In a rare unholy alliance, the Liberals, Nationals, two Christian Democrats and two Shooters Party MPs joined the four Greens to defeat Labor in the upper house.

What a spectacle: the conservatives and arch-conservatives voting with the Greens to protect the Unions NSW-owned holiday venue from Labor-backed developers, South African Allen Linz and Russian Eduard Litver.

Moved by Greens MP Sylvia Hale, the motion noted that the National Trust of Australia (NSW division), the Heritage Council of NSW and the Australian Institute of Architects all support the heritage listing of the beachside retreat which has been used by trade unionists since the end of World War Two.

The fate of Currawong, surrounded by Ku-ring-gai Chase National Park on Sydney’s far northern beaches, is now in the hands of new Planning Minister Kristina Keneally who last month took over from Frank Sartor, a strong supporter of the development.

Ms Hale told MPs the Currawong saga involved “a web of overlapping relationships”.

They involved the “two developers, ALP insider David Tanevski, the then head of Unions NSW and ALP MLC-in-waiting, John Robertson, Treasurer Eric Roozendaal, and ALP Senator Mark Arbib.

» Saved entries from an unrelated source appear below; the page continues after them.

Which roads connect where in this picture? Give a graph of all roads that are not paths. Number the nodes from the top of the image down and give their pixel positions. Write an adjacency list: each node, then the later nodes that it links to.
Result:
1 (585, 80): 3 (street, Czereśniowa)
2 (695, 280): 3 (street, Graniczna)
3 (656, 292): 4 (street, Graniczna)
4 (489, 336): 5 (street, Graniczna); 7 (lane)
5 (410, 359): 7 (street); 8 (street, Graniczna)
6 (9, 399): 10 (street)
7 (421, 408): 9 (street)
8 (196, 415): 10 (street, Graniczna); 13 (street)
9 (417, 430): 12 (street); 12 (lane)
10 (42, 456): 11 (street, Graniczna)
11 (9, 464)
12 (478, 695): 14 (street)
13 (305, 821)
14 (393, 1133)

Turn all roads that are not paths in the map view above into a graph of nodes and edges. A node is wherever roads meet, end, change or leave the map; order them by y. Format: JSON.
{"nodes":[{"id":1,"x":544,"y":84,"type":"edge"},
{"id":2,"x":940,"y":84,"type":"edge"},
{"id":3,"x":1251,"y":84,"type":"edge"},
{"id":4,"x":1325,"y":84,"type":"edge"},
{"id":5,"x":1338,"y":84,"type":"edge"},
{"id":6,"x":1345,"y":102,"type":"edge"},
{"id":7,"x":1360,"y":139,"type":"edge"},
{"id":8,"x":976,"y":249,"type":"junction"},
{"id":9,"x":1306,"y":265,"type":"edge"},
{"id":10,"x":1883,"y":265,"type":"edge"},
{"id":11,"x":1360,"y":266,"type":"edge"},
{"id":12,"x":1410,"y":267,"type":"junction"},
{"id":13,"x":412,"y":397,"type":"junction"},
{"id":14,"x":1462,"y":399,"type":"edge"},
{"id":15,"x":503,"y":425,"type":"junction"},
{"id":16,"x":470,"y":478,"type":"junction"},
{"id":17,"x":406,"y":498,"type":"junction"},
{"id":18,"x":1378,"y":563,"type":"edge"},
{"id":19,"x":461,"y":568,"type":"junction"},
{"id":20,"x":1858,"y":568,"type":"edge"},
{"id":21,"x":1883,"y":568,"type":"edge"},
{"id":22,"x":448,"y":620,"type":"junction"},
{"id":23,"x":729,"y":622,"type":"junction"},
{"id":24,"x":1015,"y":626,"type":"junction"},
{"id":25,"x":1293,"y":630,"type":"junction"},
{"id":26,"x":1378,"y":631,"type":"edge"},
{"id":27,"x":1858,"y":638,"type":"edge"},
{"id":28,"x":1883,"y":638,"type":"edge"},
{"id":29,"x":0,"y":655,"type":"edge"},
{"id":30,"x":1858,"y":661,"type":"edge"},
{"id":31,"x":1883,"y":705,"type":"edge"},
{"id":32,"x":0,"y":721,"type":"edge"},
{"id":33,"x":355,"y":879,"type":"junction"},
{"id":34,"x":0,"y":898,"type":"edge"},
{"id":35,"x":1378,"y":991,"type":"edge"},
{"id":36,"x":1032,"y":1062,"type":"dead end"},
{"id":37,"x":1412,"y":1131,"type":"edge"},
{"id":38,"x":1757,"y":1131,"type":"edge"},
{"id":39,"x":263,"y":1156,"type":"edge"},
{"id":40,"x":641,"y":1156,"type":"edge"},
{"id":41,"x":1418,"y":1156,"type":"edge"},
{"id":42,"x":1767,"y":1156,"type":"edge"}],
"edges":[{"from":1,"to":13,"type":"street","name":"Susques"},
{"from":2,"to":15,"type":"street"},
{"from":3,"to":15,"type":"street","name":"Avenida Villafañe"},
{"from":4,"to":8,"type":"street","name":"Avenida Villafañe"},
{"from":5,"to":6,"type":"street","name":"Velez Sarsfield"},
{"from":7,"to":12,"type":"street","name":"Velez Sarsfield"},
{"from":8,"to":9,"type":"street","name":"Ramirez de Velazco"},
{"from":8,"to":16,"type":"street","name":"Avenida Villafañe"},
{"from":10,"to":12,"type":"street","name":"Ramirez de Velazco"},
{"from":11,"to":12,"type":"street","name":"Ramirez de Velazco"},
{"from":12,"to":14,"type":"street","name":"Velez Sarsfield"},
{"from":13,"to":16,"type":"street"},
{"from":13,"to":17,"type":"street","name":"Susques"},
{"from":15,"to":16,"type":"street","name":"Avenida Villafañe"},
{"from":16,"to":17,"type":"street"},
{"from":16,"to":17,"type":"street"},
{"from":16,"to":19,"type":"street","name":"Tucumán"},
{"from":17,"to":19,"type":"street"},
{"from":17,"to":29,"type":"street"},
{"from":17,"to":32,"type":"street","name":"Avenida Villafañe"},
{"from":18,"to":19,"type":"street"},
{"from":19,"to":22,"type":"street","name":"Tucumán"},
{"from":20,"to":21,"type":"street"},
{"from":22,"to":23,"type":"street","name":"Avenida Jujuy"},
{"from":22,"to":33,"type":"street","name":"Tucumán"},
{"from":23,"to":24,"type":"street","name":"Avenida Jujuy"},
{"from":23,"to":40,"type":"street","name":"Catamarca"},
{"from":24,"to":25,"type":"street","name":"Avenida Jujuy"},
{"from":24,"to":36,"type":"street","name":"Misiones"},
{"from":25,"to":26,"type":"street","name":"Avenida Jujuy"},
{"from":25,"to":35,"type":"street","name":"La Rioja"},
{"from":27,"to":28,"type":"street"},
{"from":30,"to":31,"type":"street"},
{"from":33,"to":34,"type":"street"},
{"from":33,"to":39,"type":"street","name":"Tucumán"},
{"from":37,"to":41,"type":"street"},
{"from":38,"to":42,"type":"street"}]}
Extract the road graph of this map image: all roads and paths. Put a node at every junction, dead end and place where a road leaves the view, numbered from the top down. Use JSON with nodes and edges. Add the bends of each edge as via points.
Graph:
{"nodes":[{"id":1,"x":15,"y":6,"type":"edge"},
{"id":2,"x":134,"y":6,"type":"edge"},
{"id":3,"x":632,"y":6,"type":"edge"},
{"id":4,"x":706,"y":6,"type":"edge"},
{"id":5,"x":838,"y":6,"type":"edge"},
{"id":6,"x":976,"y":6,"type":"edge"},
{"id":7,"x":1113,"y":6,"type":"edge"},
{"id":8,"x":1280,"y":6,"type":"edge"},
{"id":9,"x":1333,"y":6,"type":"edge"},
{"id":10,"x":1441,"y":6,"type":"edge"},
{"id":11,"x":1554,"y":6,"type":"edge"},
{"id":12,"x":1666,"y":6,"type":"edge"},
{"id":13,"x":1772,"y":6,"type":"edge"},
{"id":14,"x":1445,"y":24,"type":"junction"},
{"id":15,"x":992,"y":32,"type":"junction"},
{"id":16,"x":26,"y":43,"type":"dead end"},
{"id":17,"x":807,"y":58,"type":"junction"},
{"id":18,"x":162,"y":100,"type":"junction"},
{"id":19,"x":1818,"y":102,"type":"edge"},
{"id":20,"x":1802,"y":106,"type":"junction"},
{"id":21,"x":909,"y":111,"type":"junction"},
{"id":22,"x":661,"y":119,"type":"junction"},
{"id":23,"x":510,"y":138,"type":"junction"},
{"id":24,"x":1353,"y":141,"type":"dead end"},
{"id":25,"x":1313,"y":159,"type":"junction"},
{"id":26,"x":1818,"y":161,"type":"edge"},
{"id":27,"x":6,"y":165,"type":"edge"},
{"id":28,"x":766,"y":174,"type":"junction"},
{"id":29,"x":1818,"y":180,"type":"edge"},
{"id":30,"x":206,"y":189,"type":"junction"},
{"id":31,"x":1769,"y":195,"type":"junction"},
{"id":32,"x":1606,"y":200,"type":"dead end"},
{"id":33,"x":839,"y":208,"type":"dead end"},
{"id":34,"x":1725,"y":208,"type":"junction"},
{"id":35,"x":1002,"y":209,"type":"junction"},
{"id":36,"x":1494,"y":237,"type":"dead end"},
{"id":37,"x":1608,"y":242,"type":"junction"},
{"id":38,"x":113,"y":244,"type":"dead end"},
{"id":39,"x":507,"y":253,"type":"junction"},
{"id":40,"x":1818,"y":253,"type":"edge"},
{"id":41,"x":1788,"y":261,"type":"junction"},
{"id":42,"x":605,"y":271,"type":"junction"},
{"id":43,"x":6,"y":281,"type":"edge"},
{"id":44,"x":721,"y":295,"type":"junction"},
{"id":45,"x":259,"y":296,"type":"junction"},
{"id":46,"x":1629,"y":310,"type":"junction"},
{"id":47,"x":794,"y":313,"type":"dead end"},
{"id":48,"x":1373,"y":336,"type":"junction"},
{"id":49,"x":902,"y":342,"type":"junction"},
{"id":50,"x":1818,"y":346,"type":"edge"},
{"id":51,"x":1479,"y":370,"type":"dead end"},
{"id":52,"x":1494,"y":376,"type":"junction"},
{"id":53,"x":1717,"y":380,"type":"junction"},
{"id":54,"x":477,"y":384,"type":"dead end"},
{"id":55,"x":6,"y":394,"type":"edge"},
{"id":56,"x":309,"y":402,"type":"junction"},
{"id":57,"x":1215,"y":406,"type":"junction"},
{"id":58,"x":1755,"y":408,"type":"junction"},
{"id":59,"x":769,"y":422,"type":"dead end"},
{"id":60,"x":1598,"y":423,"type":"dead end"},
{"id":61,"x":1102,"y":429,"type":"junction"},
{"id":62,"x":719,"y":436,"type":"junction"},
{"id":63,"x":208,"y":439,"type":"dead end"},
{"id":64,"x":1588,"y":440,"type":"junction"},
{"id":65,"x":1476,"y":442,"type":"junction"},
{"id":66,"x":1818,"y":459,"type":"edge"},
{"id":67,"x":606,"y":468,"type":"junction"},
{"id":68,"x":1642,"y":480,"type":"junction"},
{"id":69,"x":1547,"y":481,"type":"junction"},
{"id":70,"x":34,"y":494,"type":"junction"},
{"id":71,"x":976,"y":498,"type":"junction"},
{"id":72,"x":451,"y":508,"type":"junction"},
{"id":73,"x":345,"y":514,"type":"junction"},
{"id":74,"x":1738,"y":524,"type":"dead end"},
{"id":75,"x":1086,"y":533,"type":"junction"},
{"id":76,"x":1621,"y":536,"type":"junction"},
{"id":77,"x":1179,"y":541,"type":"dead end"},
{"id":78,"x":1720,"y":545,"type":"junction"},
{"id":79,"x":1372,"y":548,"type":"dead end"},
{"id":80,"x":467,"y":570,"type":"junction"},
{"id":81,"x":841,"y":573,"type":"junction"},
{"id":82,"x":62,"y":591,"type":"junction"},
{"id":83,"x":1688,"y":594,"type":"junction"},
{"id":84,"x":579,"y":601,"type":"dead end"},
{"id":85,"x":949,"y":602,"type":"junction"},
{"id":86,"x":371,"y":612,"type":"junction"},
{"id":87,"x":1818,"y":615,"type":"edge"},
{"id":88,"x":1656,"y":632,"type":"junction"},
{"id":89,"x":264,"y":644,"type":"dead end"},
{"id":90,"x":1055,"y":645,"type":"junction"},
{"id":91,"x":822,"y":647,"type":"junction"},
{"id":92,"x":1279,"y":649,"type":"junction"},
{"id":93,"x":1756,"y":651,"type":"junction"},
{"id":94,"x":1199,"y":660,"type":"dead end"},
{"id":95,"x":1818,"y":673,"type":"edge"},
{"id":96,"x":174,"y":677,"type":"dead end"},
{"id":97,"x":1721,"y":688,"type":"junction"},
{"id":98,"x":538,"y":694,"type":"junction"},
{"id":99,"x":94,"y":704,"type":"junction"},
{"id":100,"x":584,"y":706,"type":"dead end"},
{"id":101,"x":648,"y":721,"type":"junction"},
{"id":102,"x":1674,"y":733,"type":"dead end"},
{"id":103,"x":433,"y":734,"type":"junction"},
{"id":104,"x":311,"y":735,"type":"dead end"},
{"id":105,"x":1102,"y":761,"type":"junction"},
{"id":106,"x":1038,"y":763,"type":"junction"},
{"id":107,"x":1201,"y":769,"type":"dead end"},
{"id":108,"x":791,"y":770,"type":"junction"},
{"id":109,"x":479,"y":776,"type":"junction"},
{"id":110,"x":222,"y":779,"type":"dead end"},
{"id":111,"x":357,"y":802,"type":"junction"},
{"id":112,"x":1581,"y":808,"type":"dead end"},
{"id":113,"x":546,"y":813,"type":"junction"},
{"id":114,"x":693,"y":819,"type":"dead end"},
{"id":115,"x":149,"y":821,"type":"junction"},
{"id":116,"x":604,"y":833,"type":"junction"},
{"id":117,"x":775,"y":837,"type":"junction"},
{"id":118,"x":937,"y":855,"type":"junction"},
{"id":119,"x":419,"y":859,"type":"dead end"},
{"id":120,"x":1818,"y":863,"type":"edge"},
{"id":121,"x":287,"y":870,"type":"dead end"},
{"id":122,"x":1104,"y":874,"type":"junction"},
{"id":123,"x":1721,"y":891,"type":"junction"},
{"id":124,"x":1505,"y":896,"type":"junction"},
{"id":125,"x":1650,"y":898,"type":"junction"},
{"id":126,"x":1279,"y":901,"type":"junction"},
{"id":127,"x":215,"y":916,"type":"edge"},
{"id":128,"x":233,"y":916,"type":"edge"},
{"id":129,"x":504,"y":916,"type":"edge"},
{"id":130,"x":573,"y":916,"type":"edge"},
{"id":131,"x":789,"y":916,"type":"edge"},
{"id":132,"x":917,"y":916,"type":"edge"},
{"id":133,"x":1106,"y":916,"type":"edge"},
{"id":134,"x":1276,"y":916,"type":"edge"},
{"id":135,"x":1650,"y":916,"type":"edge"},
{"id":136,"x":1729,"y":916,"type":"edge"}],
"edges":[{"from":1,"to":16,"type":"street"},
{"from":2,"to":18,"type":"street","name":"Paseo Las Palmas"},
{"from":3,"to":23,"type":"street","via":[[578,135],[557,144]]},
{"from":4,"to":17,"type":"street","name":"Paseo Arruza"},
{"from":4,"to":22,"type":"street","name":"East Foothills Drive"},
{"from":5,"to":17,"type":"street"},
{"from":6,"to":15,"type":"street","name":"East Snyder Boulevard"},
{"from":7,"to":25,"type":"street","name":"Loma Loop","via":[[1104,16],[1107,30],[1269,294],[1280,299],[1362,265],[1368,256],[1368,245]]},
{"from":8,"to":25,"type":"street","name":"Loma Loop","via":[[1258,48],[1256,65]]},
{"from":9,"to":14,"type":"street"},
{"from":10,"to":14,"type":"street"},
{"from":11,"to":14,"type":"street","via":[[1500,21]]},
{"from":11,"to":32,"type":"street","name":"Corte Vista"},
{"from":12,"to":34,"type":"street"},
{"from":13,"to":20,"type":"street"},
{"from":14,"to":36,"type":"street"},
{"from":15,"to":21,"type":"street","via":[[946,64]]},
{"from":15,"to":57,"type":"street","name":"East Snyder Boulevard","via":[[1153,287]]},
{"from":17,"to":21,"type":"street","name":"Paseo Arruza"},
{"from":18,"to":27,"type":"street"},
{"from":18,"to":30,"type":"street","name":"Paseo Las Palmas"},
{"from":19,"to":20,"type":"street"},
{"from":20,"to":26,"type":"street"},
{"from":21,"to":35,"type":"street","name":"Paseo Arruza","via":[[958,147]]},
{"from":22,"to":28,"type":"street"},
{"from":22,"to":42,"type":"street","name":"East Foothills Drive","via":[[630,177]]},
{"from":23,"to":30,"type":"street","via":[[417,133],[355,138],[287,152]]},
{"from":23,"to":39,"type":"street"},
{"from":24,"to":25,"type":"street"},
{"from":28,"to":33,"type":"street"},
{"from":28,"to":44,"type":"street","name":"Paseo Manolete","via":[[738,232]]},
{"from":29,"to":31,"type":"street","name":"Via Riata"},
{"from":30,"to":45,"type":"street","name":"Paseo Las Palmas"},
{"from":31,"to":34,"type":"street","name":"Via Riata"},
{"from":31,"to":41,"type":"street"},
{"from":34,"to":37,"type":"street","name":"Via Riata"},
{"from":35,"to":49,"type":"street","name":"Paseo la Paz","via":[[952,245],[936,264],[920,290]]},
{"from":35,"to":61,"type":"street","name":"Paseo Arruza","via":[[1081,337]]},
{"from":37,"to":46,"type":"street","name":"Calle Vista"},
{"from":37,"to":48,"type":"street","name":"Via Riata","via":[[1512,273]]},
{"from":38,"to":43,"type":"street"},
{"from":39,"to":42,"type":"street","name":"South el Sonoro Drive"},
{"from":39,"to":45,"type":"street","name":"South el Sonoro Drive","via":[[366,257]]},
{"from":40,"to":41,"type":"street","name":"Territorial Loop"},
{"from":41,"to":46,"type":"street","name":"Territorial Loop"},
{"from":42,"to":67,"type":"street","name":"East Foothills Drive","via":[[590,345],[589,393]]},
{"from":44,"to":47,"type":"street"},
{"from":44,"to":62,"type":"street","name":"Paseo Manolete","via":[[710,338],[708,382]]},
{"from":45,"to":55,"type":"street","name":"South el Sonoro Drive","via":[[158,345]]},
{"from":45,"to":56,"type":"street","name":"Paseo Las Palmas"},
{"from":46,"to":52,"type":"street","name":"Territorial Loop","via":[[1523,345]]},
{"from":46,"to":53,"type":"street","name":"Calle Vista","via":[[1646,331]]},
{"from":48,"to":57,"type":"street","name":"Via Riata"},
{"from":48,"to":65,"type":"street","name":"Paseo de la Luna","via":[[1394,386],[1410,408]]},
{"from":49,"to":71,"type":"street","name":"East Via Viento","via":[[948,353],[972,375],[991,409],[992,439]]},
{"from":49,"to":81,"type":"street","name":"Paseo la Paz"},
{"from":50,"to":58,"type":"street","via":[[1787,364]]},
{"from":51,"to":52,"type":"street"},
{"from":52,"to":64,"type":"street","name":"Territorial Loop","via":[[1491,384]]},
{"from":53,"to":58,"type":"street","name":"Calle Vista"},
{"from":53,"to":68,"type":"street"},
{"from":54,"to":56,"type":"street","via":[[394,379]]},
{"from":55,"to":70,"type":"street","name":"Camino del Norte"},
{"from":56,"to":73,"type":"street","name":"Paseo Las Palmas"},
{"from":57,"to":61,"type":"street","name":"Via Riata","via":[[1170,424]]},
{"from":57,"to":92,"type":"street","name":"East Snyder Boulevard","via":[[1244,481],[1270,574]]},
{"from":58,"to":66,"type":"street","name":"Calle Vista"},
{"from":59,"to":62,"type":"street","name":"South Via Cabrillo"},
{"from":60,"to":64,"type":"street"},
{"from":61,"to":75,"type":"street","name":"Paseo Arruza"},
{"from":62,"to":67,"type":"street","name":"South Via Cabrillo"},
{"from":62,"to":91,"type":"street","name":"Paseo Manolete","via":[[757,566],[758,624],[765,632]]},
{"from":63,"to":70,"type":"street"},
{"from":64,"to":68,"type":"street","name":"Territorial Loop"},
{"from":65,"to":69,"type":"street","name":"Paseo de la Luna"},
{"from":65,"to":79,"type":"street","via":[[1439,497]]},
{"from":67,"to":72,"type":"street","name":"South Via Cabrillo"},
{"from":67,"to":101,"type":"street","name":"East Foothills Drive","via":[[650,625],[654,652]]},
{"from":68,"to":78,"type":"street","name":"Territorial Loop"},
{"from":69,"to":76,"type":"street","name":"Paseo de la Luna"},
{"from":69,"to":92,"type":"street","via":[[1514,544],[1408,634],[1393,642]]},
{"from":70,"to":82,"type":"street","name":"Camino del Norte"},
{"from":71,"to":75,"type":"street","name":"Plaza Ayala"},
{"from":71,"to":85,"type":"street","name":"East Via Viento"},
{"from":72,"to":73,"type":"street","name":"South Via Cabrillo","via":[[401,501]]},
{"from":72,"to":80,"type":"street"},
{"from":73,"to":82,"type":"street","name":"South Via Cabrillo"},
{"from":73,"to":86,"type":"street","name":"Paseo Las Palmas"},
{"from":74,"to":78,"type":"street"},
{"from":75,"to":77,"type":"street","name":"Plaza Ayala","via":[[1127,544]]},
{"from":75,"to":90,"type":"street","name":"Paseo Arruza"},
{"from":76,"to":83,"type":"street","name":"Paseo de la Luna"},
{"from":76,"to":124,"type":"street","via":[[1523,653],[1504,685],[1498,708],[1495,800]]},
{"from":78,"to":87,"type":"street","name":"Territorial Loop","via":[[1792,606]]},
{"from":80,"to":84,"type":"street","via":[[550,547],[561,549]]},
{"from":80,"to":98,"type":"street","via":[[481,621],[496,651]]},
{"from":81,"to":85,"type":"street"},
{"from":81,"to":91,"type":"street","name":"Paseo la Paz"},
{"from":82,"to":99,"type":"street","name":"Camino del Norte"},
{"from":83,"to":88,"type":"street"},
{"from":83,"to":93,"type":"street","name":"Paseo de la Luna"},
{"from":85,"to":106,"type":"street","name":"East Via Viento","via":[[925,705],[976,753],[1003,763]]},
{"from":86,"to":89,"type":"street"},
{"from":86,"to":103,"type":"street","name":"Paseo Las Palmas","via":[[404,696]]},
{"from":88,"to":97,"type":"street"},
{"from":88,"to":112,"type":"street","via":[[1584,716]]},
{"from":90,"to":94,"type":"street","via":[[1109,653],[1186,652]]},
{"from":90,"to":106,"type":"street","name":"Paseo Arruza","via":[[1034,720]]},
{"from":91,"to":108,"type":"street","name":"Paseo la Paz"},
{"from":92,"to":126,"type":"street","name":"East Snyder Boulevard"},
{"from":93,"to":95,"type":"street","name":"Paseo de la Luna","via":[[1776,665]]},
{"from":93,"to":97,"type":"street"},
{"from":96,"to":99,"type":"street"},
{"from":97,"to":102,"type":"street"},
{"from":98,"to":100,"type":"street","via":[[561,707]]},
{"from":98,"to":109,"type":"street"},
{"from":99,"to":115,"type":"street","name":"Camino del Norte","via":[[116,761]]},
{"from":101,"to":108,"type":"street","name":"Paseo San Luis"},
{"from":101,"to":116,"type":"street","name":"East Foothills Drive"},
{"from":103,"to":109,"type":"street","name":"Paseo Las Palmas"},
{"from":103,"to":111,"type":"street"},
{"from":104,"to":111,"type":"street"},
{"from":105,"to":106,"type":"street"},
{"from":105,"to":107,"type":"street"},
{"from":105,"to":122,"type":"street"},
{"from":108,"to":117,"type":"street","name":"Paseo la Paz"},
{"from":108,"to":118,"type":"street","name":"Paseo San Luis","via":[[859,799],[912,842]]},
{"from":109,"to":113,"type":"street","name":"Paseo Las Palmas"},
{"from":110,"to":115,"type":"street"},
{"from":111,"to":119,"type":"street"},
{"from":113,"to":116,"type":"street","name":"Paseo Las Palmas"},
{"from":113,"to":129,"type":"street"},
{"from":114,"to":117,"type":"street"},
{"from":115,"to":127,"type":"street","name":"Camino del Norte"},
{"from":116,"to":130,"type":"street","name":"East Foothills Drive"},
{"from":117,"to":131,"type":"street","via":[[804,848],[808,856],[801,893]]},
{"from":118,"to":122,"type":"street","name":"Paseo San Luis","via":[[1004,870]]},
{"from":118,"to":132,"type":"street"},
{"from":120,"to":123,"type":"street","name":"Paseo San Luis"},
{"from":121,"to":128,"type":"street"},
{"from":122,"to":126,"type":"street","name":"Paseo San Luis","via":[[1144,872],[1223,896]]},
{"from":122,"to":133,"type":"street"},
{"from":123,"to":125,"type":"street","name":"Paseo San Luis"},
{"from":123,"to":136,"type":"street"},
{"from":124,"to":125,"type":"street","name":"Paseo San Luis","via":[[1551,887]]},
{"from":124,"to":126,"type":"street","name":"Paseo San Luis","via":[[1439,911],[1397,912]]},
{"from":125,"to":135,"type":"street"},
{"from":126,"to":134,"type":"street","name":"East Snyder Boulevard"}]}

Mr Linz co-owns KWC Capital, which donated $44,000 to the ALP in a key period in 2006 and 2007. The deal to sell Currawong to Linz and Litver’s development company was concluded in February 2007. NSW Electoral Funding Authority returns reveal that Mr Linz’s KWC Capital donated $15,000 to the NSW ALP on 12 February 2007 and a further $24,000 just two weeks later on 2 March 2007–money that was no doubt very handy for the ALP in the final weeks of its campaign for the 24 March 2007 State election.

No doubt the Government will yet again claim that these exceptionally well-timed donations to the ALP were not accompanied by any commitments in relation to Currawong and that it is sheer coincidence that six months later Frank Sartor determined that Currawong was of such State significance that he should call it in under his notorious part 3A powers.

This gives us the extraordinary proposition that Currawong is of such State significance that it should be removed from the control of Pittwater Council but it’s not significant enough to be given the protection of heritage listing.

Ms Hale quoted Sydney Morning Herald columnist Elizabeth Farrelly who gave this brutal verdict on the development process:

“If that sounds like a sweaty old locker room to you, try this. Between them all, they secured Currawong for Linz and Litver at about half the price of other bids — cheating the public out of both access to it and $15 million-odd in recompense.”

Next month’s Cabinet decision on Currawong will indicate whether Premier Nathan Rees has changed course or whether Labor is still the lapdog of the powerful development lobby.